The ruling class wants us to believe that our greatest danger comes not from their wars and debts and taxations and imprisonments and unjust laws, but from each other, right?
And so there are all these movies where...
Man, this is a long light.
There are all these movies where slave-on-slave violence is sanctioned.
A revenge fantasy, right?
And that is allowed and that is encouraged.
Slave-on-slave violence is always encouraged because it makes us worry about each other rather than the ruling classes.
To take an example of a script that...
Would never ever be allowed to be filmed.
At least not in the present. In the future, for sure, but not in the present.
Or for the foreseeable future, for a generation or two.
Imagine this, trying to sell this script as a revenge fantasy.
The district attorney prosecutes, and the government throws someone into jail unjustly.
And the guy tries to get recompense through court, and then when he can't get recompense through court, he kills the district attorney, like his wife or his husband, let's say.
I mean, let's make it as sympathetic as possible, right?
A father, his son, as unjustly imprisoned, he fights the system.
The system is corrupt, and so he goes and kills the prosecuting lawyer or the cop who arrested him or the politician who's responsible for these laws or whatever, right?
Or imagine this as a script.
Some guy He goes to Iraq as he believes that Al-Qaeda and Saddam Hussein and 9-11 are all tied up in one neat little bullshit bundle.
Well, he thinks it's true.
And so he attempts to get his story out.
The media won't listen to him. And then he goes and systematically kills, you know, Dick Cheney and George Bush and what's his blobby, the black dude, Colin Powell and Condoleezza Rice and all the people who lied to get him into war.
That would be, right?
That would be unthinkable. Try to sell that.
No, I'm not saying this is a good thing to do.
I'm just pointing it out that this would be a script you could not sell.
Now, if you want to sell a script about Munich, right, so where the Jewish hitmen go around killing everyone who they believe is...
I think there was a 72 killing of the Israeli athletes in the Olympics in Munich.
You can sell that script, right?
You can sell those revenge fantasies, because that's slave-on-slave violence, or state-on-slave violence, or state-on-state violence.
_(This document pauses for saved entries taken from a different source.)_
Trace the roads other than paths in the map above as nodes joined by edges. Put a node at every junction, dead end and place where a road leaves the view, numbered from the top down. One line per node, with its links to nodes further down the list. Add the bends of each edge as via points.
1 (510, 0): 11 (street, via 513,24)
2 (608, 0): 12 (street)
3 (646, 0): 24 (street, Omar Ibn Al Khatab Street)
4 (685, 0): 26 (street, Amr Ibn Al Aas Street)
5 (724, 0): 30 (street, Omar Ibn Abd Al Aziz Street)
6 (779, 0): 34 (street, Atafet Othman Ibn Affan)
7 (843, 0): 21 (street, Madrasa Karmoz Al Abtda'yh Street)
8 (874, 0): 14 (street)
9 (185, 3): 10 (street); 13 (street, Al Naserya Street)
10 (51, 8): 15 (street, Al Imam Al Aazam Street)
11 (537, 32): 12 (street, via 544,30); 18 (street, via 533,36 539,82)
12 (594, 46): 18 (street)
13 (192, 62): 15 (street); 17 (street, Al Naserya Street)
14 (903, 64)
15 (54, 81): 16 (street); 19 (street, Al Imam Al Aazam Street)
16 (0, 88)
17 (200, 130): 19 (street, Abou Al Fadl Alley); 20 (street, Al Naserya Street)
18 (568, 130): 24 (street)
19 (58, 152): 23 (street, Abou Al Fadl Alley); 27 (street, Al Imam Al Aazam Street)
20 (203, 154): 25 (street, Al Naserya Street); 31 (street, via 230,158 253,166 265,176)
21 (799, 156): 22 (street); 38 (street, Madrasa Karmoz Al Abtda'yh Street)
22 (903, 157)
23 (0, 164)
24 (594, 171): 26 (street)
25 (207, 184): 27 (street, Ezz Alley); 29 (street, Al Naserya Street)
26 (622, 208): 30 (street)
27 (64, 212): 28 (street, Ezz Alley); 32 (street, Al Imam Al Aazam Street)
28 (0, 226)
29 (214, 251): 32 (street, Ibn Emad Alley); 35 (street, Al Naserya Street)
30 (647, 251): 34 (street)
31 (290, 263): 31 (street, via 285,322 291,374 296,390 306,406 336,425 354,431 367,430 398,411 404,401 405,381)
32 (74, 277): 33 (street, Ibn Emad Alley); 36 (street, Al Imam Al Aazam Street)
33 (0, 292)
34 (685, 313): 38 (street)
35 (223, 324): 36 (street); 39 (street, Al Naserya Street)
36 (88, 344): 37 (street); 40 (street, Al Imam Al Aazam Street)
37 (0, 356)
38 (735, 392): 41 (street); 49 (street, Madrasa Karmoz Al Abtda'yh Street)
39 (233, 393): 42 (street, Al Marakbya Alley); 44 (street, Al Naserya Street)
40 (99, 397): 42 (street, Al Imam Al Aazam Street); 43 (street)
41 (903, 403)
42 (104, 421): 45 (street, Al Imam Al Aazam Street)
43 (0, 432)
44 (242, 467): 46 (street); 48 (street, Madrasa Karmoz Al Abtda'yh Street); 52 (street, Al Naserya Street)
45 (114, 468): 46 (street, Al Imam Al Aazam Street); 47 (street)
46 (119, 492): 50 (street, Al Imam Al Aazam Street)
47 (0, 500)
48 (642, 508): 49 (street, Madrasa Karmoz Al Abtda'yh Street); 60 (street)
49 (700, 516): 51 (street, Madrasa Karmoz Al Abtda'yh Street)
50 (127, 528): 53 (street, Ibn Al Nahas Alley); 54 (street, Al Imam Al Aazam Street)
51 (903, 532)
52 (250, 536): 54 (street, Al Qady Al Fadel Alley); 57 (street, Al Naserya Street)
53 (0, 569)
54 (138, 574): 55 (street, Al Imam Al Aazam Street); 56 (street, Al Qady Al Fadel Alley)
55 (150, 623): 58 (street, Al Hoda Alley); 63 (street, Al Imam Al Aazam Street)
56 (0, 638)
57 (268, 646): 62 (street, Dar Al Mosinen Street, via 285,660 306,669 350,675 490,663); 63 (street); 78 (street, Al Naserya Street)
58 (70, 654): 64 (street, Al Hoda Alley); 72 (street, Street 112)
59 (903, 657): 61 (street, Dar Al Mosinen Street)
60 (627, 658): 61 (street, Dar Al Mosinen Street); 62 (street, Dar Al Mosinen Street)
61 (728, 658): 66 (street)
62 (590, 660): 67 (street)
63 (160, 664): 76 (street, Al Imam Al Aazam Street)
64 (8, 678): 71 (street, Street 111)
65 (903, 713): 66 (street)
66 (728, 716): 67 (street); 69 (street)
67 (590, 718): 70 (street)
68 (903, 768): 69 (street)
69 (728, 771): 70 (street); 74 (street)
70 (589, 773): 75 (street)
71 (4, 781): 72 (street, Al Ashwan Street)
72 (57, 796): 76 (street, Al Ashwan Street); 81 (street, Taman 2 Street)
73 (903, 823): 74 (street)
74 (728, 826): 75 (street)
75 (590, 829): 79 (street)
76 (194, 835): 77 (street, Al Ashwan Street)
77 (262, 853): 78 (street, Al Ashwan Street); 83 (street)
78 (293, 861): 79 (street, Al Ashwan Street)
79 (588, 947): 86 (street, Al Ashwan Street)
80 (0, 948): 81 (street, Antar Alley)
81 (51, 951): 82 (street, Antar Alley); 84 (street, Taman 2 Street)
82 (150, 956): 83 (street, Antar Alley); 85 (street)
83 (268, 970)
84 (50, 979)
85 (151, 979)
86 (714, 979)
That's all allowed, right?
But you can't have a revenge fantasy film where a citizen goes and kills a state murderer.
You can't have that. I mean, that's unthinkable.
You try and sell that, people would just be like, are you crazy?
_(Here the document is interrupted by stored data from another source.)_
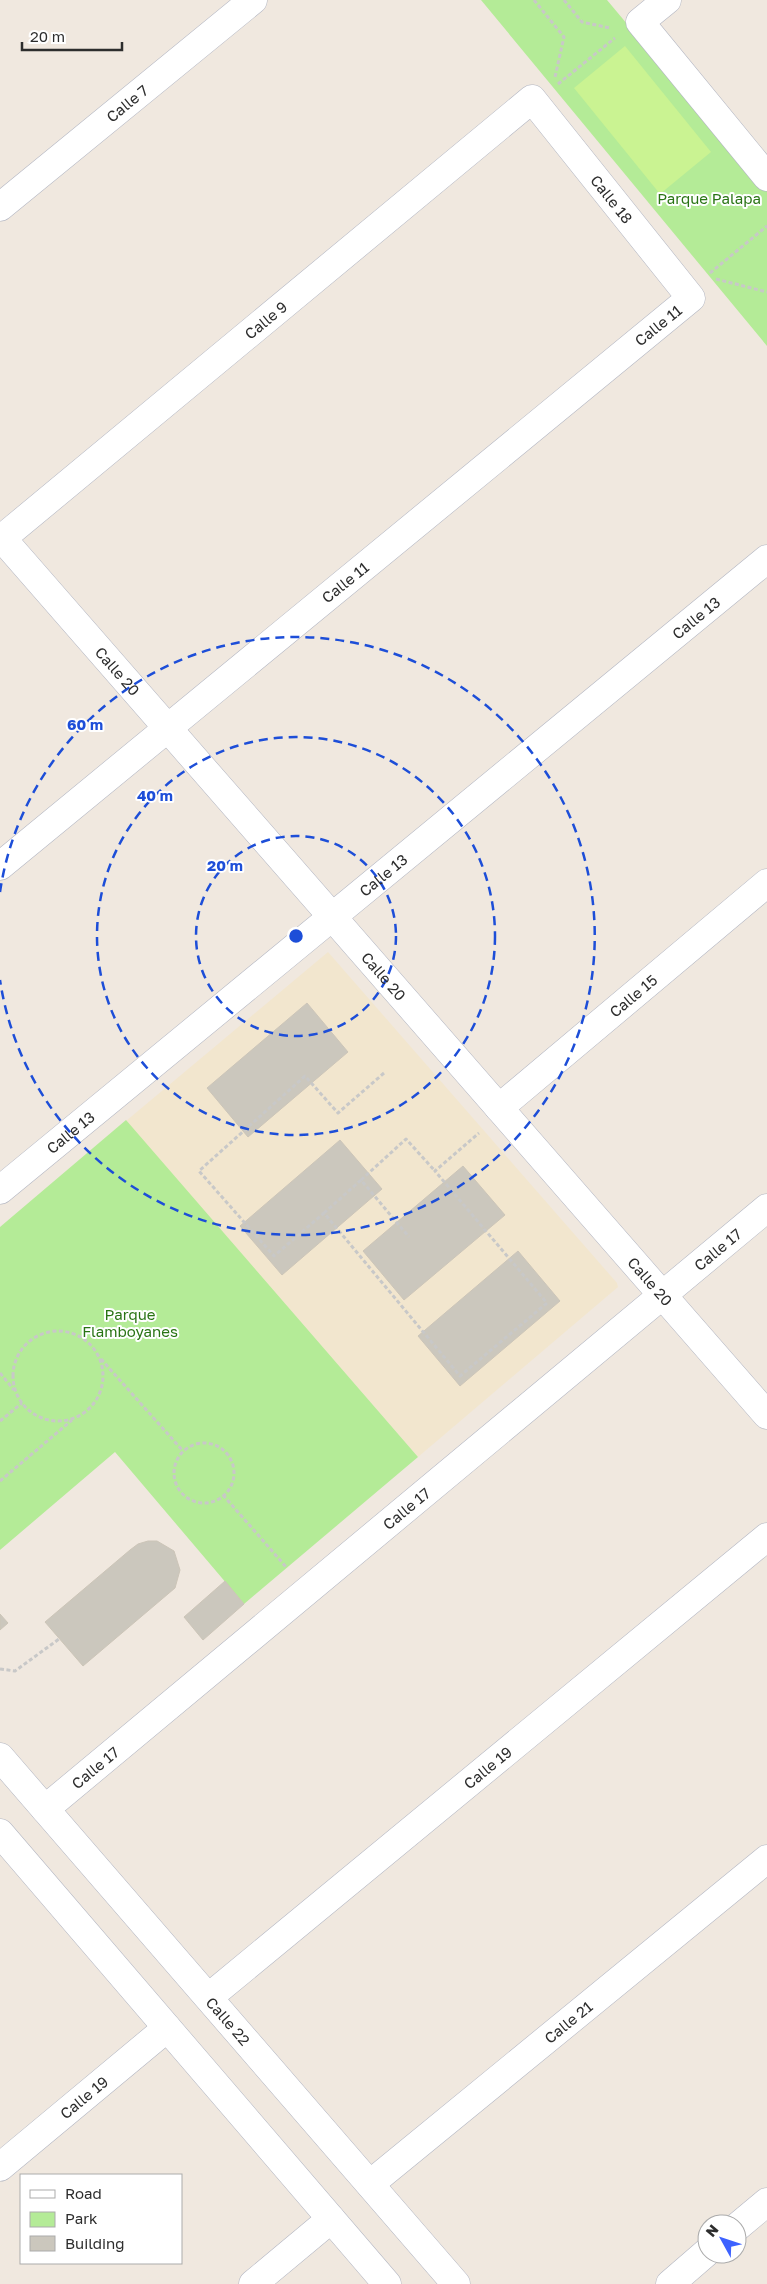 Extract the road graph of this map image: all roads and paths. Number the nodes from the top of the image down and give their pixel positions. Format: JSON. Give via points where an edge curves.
{"nodes":[{"id":1,"x":253,"y":0,"type":"edge"},
{"id":2,"x":534,"y":0,"type":"edge"},
{"id":3,"x":564,"y":0,"type":"edge"},
{"id":4,"x":667,"y":0,"type":"edge"},
{"id":5,"x":628,"y":26,"type":"junction"},
{"id":6,"x":616,"y":37,"type":"dead end"},
{"id":7,"x":542,"y":95,"type":"junction"},
{"id":8,"x":767,"y":176,"type":"edge"},
{"id":9,"x":0,"y":207,"type":"edge"},
{"id":10,"x":767,"y":226,"type":"edge"},
{"id":11,"x":698,"y":287,"type":"junction"},
{"id":12,"x":767,"y":292,"type":"edge"},
{"id":13,"x":1,"y":538,"type":"edge"},
{"id":14,"x":767,"y":559,"type":"edge"},
{"id":15,"x":167,"y":728,"type":"junction"},
{"id":16,"x":0,"y":866,"type":"edge"},
{"id":17,"x":767,"y":883,"type":"edge"},
{"id":18,"x":332,"y":917,"type":"junction"},
{"id":19,"x":384,"y":1073,"type":"dead end"},
{"id":20,"x":492,"y":1118,"type":"junction"},
{"id":21,"x":435,"y":1171,"type":"junction"},
{"id":22,"x":361,"y":1180,"type":"junction"},
{"id":23,"x":0,"y":1190,"type":"edge"},
{"id":24,"x":767,"y":1208,"type":"edge"},
{"id":25,"x":324,"y":1212,"type":"junction"},
{"id":26,"x":409,"y":1237,"type":"dead end"},
{"id":27,"x":663,"y":1295,"type":"junction"},
{"id":28,"x":99,"y":1357,"type":"junction"},
{"id":29,"x":0,"y":1373,"type":"edge"},
{"id":30,"x":15,"y":1390,"type":"junction"},
{"id":31,"x":22,"y":1403,"type":"junction"},
{"id":32,"x":767,"y":1415,"type":"edge"},
{"id":33,"x":73,"y":1419,"type":"junction"},
{"id":34,"x":0,"y":1421,"type":"edge"},
{"id":35,"x":183,"y":1451,"type":"junction"},
{"id":36,"x":0,"y":1481,"type":"edge"},
{"id":37,"x":224,"y":1495,"type":"junction"},
{"id":38,"x":767,"y":1537,"type":"edge"},
{"id":39,"x":292,"y":1572,"type":"dead end"},
{"id":40,"x":59,"y":1639,"type":"dead end"},
{"id":41,"x":0,"y":1669,"type":"edge"},
{"id":42,"x":0,"y":1757,"type":"edge"},
{"id":43,"x":45,"y":1809,"type":"junction"},
{"id":44,"x":1,"y":1836,"type":"edge"},
{"id":45,"x":767,"y":1859,"type":"edge"},
{"id":46,"x":209,"y":1998,"type":"junction"},
{"id":47,"x":167,"y":2028,"type":"junction"},
{"id":48,"x":0,"y":2166,"type":"edge"},
{"id":49,"x":370,"y":2184,"type":"junction"},
{"id":50,"x":767,"y":2202,"type":"edge"},
{"id":51,"x":331,"y":2219,"type":"junction"},
{"id":52,"x":747,"y":2219,"type":"edge"},
{"id":53,"x":697,"y":2261,"type":"edge"},
{"id":54,"x":253,"y":2284,"type":"edge"},
{"id":55,"x":387,"y":2284,"type":"edge"},
{"id":56,"x":456,"y":2284,"type":"edge"},
{"id":57,"x":670,"y":2284,"type":"edge"}],
"edges":[{"from":1,"to":9,"type":"street","name":"Calle 7"},
{"from":2,"to":7,"type":"path","via":[[564,37]]},
{"from":3,"to":5,"type":"path","via":[[582,22]]},
{"from":4,"to":5,"type":"street"},
{"from":5,"to":8,"type":"street"},
{"from":6,"to":7,"type":"path"},
{"from":7,"to":11,"type":"street","name":"Calle 18"},
{"from":7,"to":13,"type":"street","name":"Calle 9"},
{"from":10,"to":11,"type":"path"},
{"from":11,"to":12,"type":"path"},
{"from":11,"to":15,"type":"street","name":"Calle 11"},
{"from":13,"to":15,"type":"street","name":"Calle 20"},
{"from":14,"to":18,"type":"street","name":"Calle 13"},
{"from":15,"to":16,"type":"street","name":"Calle 11"},
{"from":15,"to":18,"type":"street","name":"Calle 20"},
{"from":17,"to":20,"type":"street","name":"Calle 15"},
{"from":18,"to":20,"type":"street","name":"Calle 20"},
{"from":18,"to":23,"type":"street","name":"Calle 13"},
{"from":19,"to":25,"type":"path","via":[[338,1113],[305,1076],[198,1171],[274,1256]]},
{"from":20,"to":21,"type":"path"},
{"from":20,"to":27,"type":"street","name":"Calle 20"},
{"from":21,"to":22,"type":"path","via":[[406,1139]]},
{"from":21,"to":25,"type":"path","via":[[547,1303],[460,1376]]},
{"from":22,"to":25,"type":"path"},
{"from":22,"to":26,"type":"path"},
{"from":24,"to":27,"type":"street","name":"Calle 17"},
{"from":27,"to":32,"type":"street","name":"Calle 20"},
{"from":27,"to":43,"type":"street","name":"Calle 17"},
{"from":28,"to":30,"type":"path","via":[[91,1345],[64,1331],[34,1337],[15,1360],[12,1375]]},
{"from":28,"to":33,"type":"path","via":[[104,1372],[102,1387],[86,1412]]},
{"from":28,"to":35,"type":"path"},
{"from":29,"to":30,"type":"path"},
{"from":30,"to":31,"type":"path"},
{"from":31,"to":33,"type":"path","via":[[44,1420],[59,1422]]},
{"from":31,"to":34,"type":"path"},
{"from":33,"to":36,"type":"path"},
{"from":35,"to":37,"type":"path","via":[[209,1444],[225,1453],[233,1470],[230,1488]]},
{"from":35,"to":37,"type":"path","via":[[177,1460],[174,1480],[185,1497],[205,1503]]},
{"from":37,"to":39,"type":"path"},
{"from":38,"to":46,"type":"street","name":"Calle 19"},
{"from":40,"to":41,"type":"path","via":[[15,1671]]},
{"from":42,"to":43,"type":"street","name":"Calle 22"},
{"from":43,"to":46,"type":"street","name":"Calle 22"},
{"from":44,"to":47,"type":"street"},
{"from":45,"to":49,"type":"street","name":"Calle 21"},
{"from":46,"to":49,"type":"street","name":"Calle 22"},
{"from":47,"to":48,"type":"street","name":"Calle 19"},
{"from":47,"to":51,"type":"street"},
{"from":49,"to":56,"type":"street","name":"Calle 22"},
{"from":50,"to":52,"type":"street"},
{"from":51,"to":54,"type":"street"},
{"from":51,"to":55,"type":"street"},
{"from":53,"to":57,"type":"street"}]}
They would be afraid that it was a setup.
They wouldn't even want to answer that without a lawyer present.
Or they would want to make sure you weren't taping anything.
They'd think it was some setup to get them thrown in jail.
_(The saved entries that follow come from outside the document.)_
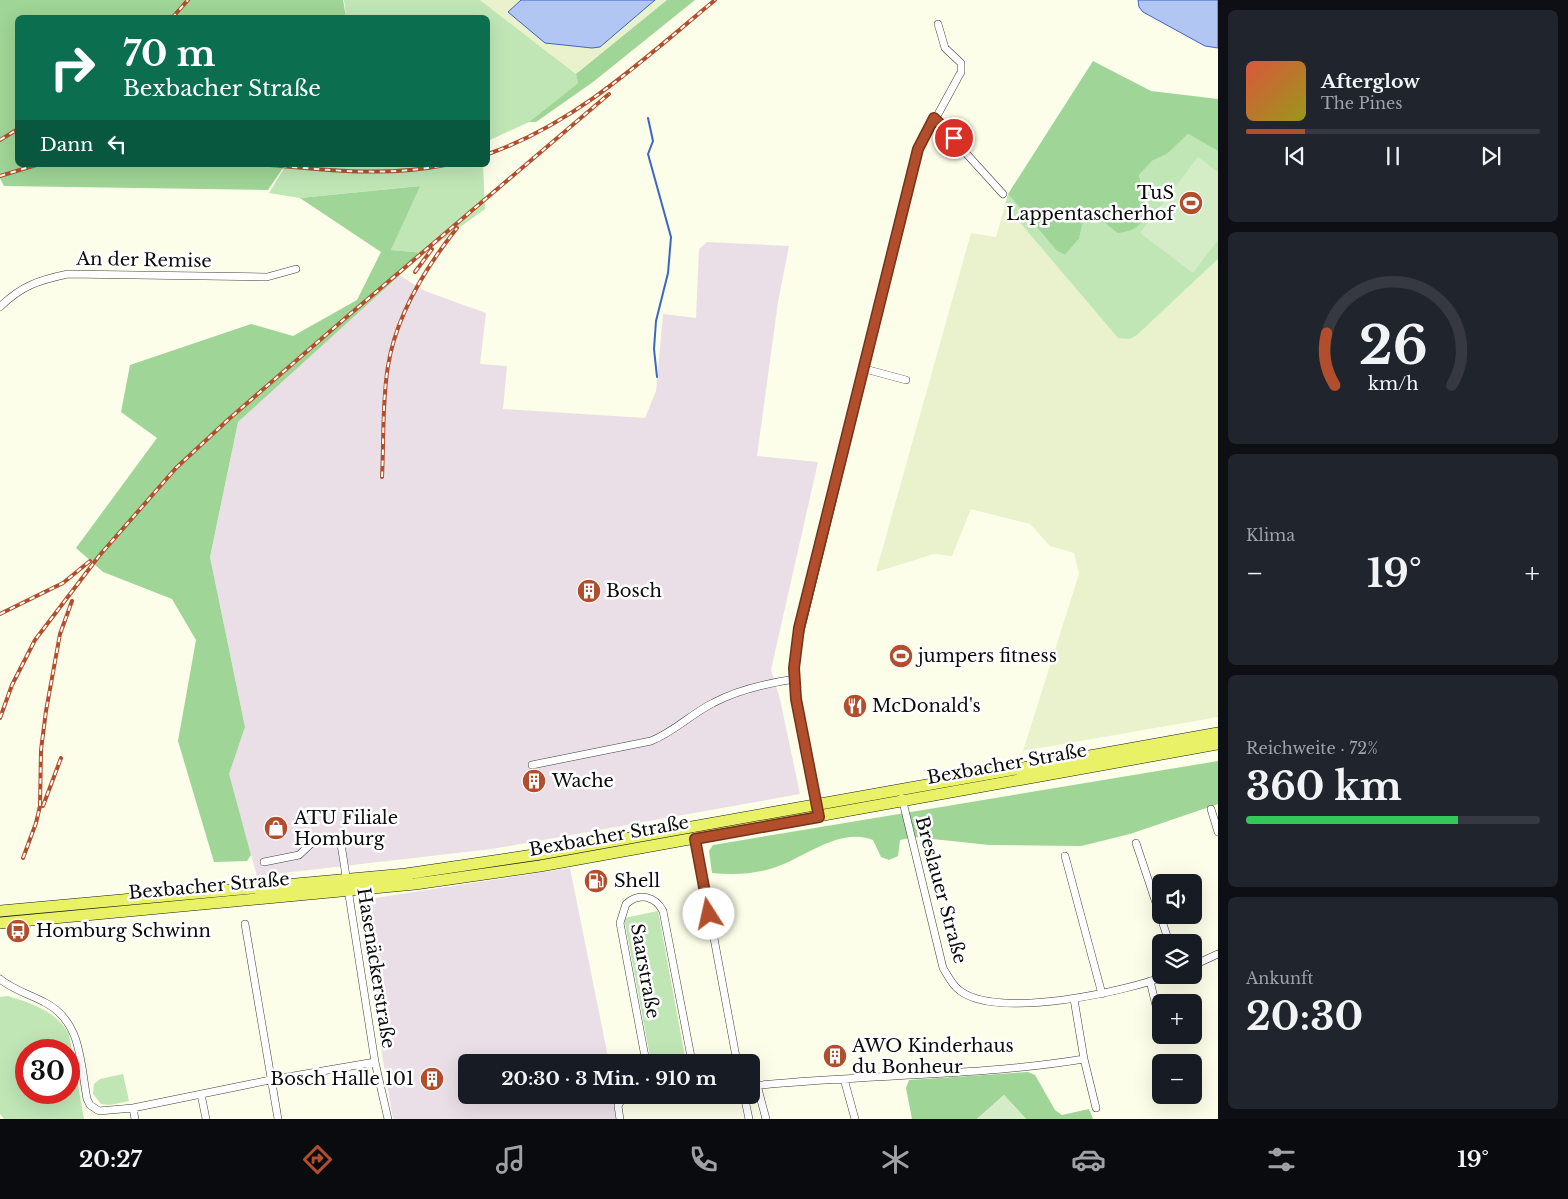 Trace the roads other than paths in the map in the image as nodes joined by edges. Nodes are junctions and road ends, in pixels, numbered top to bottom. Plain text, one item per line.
1 (938, 24) dead end
2 (934, 118) junction
3 (1003, 194) dead end
4 (296, 269) dead end
5 (0, 307) edge
6 (864, 369) junction
7 (906, 380) dead end
8 (795, 679) junction
9 (1218, 733) edge
10 (1218, 744) edge
11 (532, 765) dead end
12 (902, 795) junction
13 (1211, 810) dead end
14 (818, 811) junction
15 (1218, 832) edge
16 (694, 834) junction
17 (1136, 843) dead end
18 (1065, 856) dead end
19 (264, 862) dead end
20 (348, 885) junction
21 (0, 911) edge
22 (0, 923) edge
23 (245, 924) dead end
24 (1166, 934) edge
25 (1218, 954) edge
26 (1202, 961) edge
27 (0, 979) edge
28 (1150, 981) joint
29 (1102, 994) junction
30 (1153, 994) edge
31 (1074, 999) junction
32 (645, 1054) edge
33 (690, 1054) edge
34 (735, 1054) edge
35 (1084, 1060) junction
36 (375, 1062) junction
37 (270, 1080) junction
38 (844, 1080) junction
39 (760, 1085) edge
40 (201, 1094) junction
41 (760, 1102) edge
42 (619, 1104) edge
43 (746, 1104) edge
44 (133, 1108) junction
45 (1096, 1108) dead end
46 (135, 1119) edge
47 (206, 1119) edge
48 (278, 1119) edge
49 (388, 1119) edge
50 (620, 1119) edge
51 (750, 1119) edge
52 (766, 1119) edge
53 (854, 1119) edge

1 - 2 street
2 - 3 street
2 - 6 street
4 - 5 street, An der Remise
6 - 7 street
6 - 8 street
8 - 11 street
8 - 14 street
9 - 12 main road, Bexbacher Straße
10 - 12 main road, Bexbacher Straße
12 - 14 main road, Bexbacher Straße
12 - 14 main road, Bexbacher Straße
12 - 31 street, Breslauer Straße
13 - 15 street
14 - 16 main road, Bexbacher Straße
16 - 20 main road, Bexbacher Straße
16 - 34 street
17 - 24 street
18 - 29 street
19 - 20 street, Hasenäckerstraße
20 - 21 main road, Bexbacher Straße
20 - 22 main road, Bexbacher Straße
20 - 36 street, Hasenäckerstraße
23 - 37 street
25 - 26 street
27 - 44 street
28 - 29 street, Breslauer Straße
28 - 30 street
29 - 31 street, Breslauer Straße
31 - 35 street
32 - 33 street, Saarstraße
35 - 38 street
35 - 45 street
36 - 37 street
36 - 49 street, Hasenäckerstraße
37 - 40 street
37 - 48 street
38 - 39 street
38 - 53 street
40 - 44 street
40 - 47 street
41 - 52 street
42 - 50 street
43 - 51 street
44 - 46 street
You couldn't conceivably have that.
I mean, we saw all the Vietnam movies in the world, all about the violence over there, violence back home, slave-on-slave violence.
What you never saw was a guy, you know, trying to get...
Trying to get justice through the system when he can't get it.
Just going and shooting Robert McNamara or anybody else who...
LBJ. People who lied about the war.
Or his recruiting guy in the army or whatever, right?
You can't ever...
Have an eye for an eye go up the chain, right?
It can only go horizontal or down the chain, because that's useful to the ruling class.
But you can't ever suggest to the slaves that the revenge fantasies that we're all so addicted to, because we all got a lot of anger about being oppressed and repressed, of course, right?
But you can't conceivably let the slaves in on the idea that the revenge fantasy should ever flow up the power chain.
That just short-circuits the whole system because the media is there to make us afraid of each other.
You understand, I'm not saying revenge is good.
The revenge to me is reason and philosophy and a better life.
But what I'm saying is that if we're going to accept that revenge fantasies are very popular in media, then we have to ask that question, why is it that they only go downhill?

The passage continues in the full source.